TASK TO COMPLETE:
Track down each line below containing the string "lane" and copy it.

MATERIAL SHOWN:
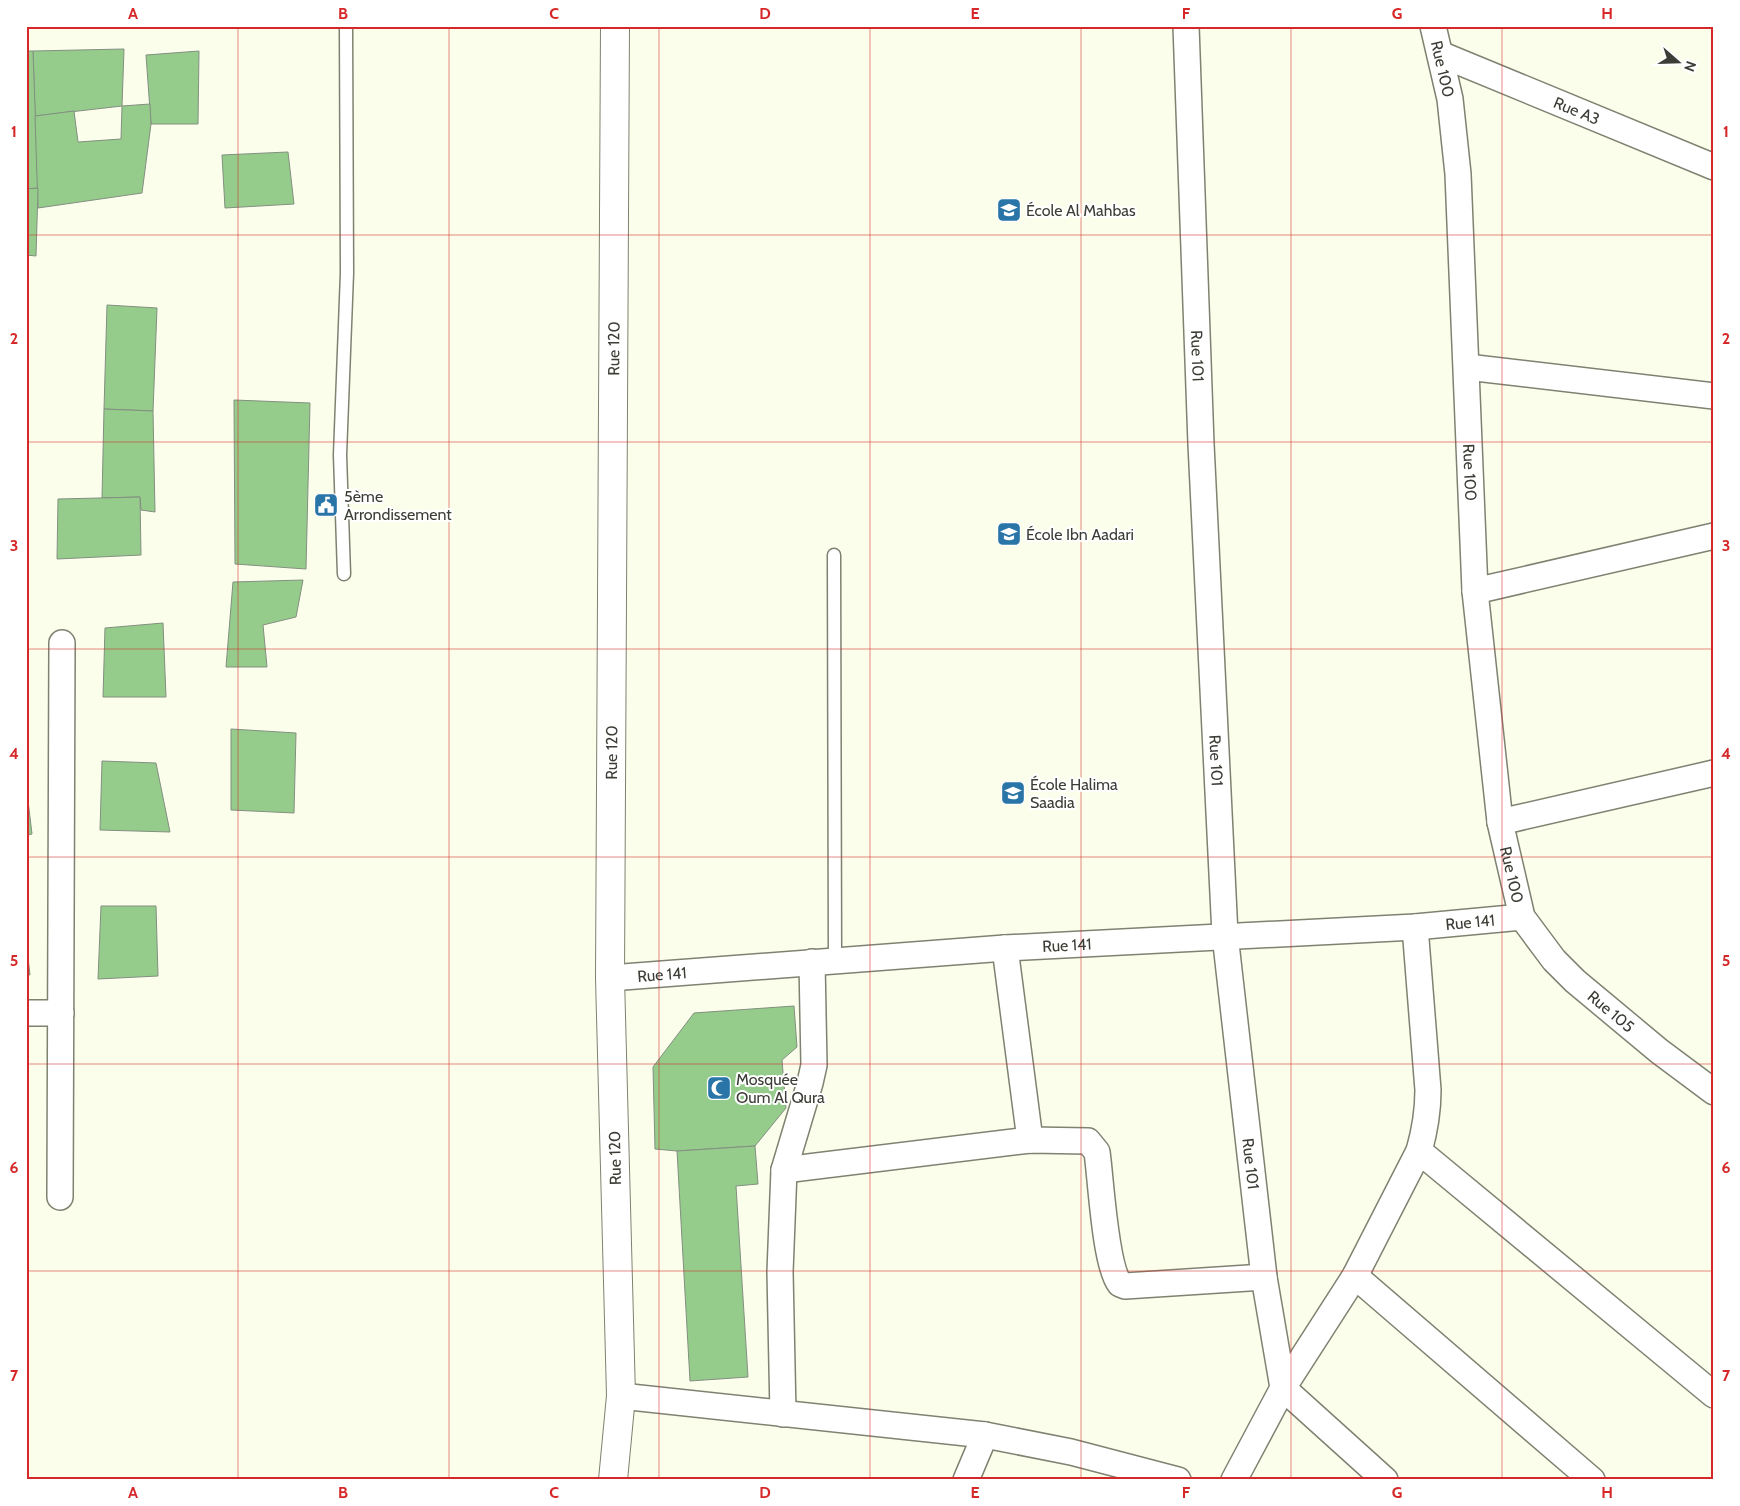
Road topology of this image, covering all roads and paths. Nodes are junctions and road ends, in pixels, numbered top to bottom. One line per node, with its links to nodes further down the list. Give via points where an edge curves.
1 (346, 26): 11 (lane, via 347,273 340,454)
2 (614, 26): 21 (street, Rue 120)
3 (1186, 26): 18 (street, Rue 101, via 1201,444)
4 (1434, 26): 5 (street, Rue 100)
5 (1440, 54): 6 (street, Rue A3); 7 (street, Rue 100, via 1450,98 1458,174)
6 (1714, 167)
7 (1467, 367): 8 (street); 12 (street, Rue 100)
8 (1714, 396)
9 (1714, 536): 12 (street)
10 (834, 555): 20 (lane)
11 (344, 574)
12 (1475, 591): 15 (street, Rue 100)
13 (62, 643): 23 (street)
14 (1714, 773): 15 (street)
15 (1500, 822): 16 (street, Rue 100)
16 (1522, 917): 17 (street, Rue 141); 24 (street, Rue 105, via 1554,960 1575,981)
17 (1414, 927): 18 (street, Rue 141); 26 (street, via 1428,1098 1426,1129)
18 (1225, 935): 19 (street, Rue 141); 30 (street, Rue 101)
19 (1005, 948): 20 (street, Rue 141); 25 (street)
20 (824, 962): 21 (street, Rue 141); 27 (street, via 814,1065)
21 (610, 978): 33 (street, Rue 120)
22 (26, 1013): 23 (street)
23 (61, 1013): 28 (street)
24 (1714, 1092)
25 (1030, 1140): 27 (street); 30 (street, via 1082,1139 1094,1146 1109,1250 1120,1284)
26 (1419, 1151): 29 (street); 32 (street)
27 (784, 1170): 34 (street, via 780,1272)
28 (60, 1197)
29 (1355, 1276): 31 (street); 41 (street)
30 (1264, 1277): 31 (street, Rue 101)
31 (1283, 1388): 39 (street); 40 (street)
32 (1714, 1395)
33 (621, 1396): 34 (street); 36 (street, Rue 120)
34 (783, 1414): 35 (street)
35 (985, 1435): 37 (street); 38 (street, via 1071,1452)
36 (614, 1480)
37 (966, 1480)
38 (1178, 1480)
39 (1234, 1480)
40 (1385, 1480)
41 (1592, 1480)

SOLUTION TO THIS EXERCISE:
1 (346, 26): 11 (lane, via 347,273 340,454)
10 (834, 555): 20 (lane)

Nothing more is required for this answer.